Sunday, 27 May 2012

Bizarro world

I read a news article recently that I really hope is not true. It's about a school in Saratoga Springs, New York, that has banned children from riding to school. The school has a written no-bicycle policy. While I was hoping it wasn't true, I came across an article about another school that has done the same thing. This one is in Gilbert, Arizona.

What's weird is that this is happening in the Land of the Free and the Home of the Brave. Except there certainly doesn't appear to be much freedom about how parents choose to get their children to school. The isssue has nothing to do with being brave of course. It's just bizarre.
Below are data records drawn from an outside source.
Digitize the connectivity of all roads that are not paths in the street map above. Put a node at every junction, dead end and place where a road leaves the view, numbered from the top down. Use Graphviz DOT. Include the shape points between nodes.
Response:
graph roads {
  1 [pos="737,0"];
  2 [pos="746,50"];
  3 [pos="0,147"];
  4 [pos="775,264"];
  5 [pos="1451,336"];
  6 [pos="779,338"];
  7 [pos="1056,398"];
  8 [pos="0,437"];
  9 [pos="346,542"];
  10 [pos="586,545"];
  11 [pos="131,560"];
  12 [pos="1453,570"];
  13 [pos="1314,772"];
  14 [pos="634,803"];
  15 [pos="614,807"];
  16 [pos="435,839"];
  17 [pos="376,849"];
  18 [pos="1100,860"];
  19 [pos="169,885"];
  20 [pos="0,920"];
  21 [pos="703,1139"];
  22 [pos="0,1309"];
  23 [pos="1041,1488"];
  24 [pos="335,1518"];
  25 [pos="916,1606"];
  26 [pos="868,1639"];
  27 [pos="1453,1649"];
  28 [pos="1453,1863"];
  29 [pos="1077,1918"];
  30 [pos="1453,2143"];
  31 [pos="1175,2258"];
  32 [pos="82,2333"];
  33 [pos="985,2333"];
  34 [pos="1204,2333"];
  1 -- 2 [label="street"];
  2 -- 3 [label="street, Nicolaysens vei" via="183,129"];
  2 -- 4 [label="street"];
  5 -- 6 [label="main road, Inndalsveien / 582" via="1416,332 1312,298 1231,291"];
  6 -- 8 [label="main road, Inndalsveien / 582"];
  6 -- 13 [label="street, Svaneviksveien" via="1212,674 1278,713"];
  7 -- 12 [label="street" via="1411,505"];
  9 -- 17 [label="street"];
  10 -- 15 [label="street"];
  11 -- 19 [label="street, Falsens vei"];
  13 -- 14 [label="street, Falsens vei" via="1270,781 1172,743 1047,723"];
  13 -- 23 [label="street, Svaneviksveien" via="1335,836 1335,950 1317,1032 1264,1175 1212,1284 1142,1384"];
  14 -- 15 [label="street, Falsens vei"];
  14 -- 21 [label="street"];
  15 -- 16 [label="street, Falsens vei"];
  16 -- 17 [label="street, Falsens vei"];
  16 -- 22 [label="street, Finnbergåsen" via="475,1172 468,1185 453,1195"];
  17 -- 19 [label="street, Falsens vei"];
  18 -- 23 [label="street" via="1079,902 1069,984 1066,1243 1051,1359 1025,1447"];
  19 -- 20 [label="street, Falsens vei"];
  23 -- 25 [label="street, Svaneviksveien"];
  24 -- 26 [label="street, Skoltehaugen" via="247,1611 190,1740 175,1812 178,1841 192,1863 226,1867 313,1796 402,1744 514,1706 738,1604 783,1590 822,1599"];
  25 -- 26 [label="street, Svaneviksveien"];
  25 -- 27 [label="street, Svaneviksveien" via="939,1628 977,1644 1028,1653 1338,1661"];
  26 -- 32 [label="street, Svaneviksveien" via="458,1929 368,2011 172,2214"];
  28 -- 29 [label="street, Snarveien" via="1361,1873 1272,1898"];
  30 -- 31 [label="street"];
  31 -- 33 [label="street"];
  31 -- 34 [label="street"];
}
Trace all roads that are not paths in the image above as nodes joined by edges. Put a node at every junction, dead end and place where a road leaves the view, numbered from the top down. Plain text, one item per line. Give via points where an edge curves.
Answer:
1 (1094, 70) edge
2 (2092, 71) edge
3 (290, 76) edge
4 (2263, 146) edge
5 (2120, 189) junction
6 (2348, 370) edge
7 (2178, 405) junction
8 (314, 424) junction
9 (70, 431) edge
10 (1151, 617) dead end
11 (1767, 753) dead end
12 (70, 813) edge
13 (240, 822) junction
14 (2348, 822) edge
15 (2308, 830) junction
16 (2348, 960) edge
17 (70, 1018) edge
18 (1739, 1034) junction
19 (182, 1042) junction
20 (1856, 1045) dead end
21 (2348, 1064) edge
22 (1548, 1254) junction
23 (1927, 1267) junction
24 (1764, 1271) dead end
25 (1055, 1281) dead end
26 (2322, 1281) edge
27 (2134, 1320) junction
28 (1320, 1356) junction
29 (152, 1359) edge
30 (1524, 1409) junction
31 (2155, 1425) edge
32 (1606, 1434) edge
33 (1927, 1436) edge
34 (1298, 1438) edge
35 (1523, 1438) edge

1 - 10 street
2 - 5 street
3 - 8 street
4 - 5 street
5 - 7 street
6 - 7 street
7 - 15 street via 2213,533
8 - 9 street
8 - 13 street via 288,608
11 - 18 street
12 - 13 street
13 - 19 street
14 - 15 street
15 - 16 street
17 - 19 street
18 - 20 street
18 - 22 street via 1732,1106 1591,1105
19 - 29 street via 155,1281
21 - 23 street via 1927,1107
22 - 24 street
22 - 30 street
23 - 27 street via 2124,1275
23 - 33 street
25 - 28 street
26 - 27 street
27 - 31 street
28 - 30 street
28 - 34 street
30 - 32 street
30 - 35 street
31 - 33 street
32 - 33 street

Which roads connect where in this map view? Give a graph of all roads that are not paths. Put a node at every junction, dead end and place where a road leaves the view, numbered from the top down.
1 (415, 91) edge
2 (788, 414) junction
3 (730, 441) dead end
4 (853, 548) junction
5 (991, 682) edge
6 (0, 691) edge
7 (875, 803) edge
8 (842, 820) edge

You would hope that we would never get to that state of affairs but sometimes I think we're not far off. Outside our local school, cars have free rein and children have to stand back and wait for them. I even notice it at the crossing that is controlled by students under the direction of a teacher. The last time I crossed there I wanted to get across the road so I could jump on my bike and ride to work. The teacher stood there saying "hang on girls" and letting every single car past. I quietly muttered (wishing I was brave enough to say it loudly), "tell them to hold their signs up". He waited for every single car to pass and then finally told the girls to hold up their signs so that the group of us that had been waiting for ages were finally guided across an empty road.

The student holding the signs have to wear fluoro vests and are not trusted to be able to do even a simple task like that holding up a sign on a road with a 25 km/h speed limit. Thankfully, unlike in Saratoga Springs, children can still ride bikes and scooters to school. Scooters seem to be more popular because everyone is stuck on the pavement. There's not a great deal of parking for them though.

I get quietly annoyed that our children are so hemmed in because of conscious decisions that have been made that result in them not being prioritised. I suppose we should be thankful for small mercies and that I am not dictated to about how I get my children to school.

Marc van Woudenberg (publisher of the Amsterdamize blog, a prolific Tweeter and impressive photographer and filmmaker) just published a new set of photos called Cross-Sectional Study. It includes photos of children getting around independently. This one in particular.

Students in Saratogo Springs can only dream of that sort of independence. It still seems to be unattainable for ours. All it needs is a couple of wrong decisions and we'll follow our American friends. Please no.